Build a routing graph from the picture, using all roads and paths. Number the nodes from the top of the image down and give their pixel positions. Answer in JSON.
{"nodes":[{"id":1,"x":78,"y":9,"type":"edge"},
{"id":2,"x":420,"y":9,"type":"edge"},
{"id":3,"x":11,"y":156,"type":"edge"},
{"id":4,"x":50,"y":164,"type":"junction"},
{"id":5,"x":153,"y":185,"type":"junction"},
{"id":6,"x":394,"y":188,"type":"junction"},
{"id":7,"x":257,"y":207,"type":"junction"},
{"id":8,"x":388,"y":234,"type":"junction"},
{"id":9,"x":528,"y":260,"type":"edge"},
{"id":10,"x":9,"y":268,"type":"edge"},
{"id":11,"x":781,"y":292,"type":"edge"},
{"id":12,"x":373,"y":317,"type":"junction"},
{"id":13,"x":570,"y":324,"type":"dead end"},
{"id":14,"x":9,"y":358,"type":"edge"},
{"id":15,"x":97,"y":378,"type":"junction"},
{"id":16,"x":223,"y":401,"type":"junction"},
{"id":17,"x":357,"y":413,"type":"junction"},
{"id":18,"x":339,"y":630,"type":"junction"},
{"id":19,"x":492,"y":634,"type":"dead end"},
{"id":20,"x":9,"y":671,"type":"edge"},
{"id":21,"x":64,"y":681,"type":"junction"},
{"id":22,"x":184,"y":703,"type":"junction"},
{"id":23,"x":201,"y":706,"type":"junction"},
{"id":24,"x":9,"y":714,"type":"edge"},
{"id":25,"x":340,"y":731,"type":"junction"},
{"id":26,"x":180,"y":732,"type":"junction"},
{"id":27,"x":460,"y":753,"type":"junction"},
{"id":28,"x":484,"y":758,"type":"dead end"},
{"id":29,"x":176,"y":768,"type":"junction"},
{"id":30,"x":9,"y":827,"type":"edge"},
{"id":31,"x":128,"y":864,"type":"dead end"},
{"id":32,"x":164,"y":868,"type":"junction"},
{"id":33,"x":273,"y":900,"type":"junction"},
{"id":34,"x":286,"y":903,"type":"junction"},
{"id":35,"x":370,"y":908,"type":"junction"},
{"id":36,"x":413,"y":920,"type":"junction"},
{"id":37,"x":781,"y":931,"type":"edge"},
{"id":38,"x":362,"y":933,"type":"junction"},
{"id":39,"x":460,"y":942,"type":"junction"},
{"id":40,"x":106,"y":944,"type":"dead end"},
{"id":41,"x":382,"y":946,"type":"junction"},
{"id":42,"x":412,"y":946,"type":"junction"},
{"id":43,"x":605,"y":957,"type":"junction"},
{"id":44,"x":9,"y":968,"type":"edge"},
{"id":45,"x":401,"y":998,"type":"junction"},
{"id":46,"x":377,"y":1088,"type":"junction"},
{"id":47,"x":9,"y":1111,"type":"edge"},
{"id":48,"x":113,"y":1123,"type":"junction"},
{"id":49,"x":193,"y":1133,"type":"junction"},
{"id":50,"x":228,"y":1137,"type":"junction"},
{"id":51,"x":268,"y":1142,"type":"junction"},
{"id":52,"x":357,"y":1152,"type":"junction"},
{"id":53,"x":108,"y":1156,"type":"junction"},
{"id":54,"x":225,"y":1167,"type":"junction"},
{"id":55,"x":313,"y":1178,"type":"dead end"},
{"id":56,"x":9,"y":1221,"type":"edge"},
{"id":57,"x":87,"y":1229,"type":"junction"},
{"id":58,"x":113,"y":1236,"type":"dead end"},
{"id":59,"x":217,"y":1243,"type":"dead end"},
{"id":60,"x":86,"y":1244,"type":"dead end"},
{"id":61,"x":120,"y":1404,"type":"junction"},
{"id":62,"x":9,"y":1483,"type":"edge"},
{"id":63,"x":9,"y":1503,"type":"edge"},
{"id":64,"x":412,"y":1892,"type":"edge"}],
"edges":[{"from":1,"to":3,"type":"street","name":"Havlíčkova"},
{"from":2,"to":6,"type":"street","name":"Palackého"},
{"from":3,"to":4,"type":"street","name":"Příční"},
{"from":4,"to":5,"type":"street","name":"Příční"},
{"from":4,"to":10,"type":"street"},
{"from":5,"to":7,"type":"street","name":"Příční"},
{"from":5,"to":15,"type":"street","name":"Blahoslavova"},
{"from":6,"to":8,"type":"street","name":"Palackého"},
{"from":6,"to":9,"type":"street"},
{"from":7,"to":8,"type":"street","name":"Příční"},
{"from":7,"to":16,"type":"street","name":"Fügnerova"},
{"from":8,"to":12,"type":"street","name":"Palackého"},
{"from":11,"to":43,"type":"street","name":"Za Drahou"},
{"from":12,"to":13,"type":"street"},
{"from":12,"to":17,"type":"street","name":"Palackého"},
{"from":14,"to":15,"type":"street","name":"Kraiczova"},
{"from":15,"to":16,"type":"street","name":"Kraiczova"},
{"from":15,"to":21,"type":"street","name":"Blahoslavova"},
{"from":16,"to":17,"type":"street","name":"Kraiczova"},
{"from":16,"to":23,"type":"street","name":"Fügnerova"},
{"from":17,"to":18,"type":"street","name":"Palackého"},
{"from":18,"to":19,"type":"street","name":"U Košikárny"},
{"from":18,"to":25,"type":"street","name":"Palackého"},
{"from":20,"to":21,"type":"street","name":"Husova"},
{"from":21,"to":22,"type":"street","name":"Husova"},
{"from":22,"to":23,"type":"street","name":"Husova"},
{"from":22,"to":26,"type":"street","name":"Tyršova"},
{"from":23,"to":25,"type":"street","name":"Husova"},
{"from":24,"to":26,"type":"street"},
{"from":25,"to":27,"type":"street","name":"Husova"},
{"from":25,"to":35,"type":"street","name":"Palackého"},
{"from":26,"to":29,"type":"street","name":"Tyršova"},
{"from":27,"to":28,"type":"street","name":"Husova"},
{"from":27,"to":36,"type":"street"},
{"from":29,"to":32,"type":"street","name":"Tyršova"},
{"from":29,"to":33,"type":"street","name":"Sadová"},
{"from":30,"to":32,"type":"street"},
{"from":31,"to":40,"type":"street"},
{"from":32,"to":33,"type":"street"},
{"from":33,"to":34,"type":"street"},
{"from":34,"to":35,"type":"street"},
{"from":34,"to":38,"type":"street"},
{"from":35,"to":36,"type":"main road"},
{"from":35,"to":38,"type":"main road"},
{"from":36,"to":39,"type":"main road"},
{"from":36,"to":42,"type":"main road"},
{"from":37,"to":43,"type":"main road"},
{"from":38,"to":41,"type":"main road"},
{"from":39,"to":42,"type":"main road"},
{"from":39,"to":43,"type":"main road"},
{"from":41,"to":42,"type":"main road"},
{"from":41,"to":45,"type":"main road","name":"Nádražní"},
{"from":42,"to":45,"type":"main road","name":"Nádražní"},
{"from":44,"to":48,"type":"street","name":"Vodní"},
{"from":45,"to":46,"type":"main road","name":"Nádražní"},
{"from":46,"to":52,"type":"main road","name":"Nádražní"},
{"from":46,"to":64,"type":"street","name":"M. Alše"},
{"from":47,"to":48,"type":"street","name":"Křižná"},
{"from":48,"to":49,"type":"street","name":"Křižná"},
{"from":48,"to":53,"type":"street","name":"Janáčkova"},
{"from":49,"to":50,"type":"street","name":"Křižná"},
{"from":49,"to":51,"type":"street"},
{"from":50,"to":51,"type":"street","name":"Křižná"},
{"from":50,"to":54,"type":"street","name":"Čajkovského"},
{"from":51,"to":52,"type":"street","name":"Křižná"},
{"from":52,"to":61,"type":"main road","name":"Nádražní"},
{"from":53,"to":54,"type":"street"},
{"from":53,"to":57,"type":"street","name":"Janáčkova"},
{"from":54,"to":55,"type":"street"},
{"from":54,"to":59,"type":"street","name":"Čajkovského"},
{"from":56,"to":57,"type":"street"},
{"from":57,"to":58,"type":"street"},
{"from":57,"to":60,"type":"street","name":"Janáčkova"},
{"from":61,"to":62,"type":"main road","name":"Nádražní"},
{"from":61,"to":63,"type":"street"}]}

TASK DESCRIPTION: State the number of lines of the preceding material in which the word "Kraiczova" is found, and nothing more.

ANSWER TO THE EXERCISE: 3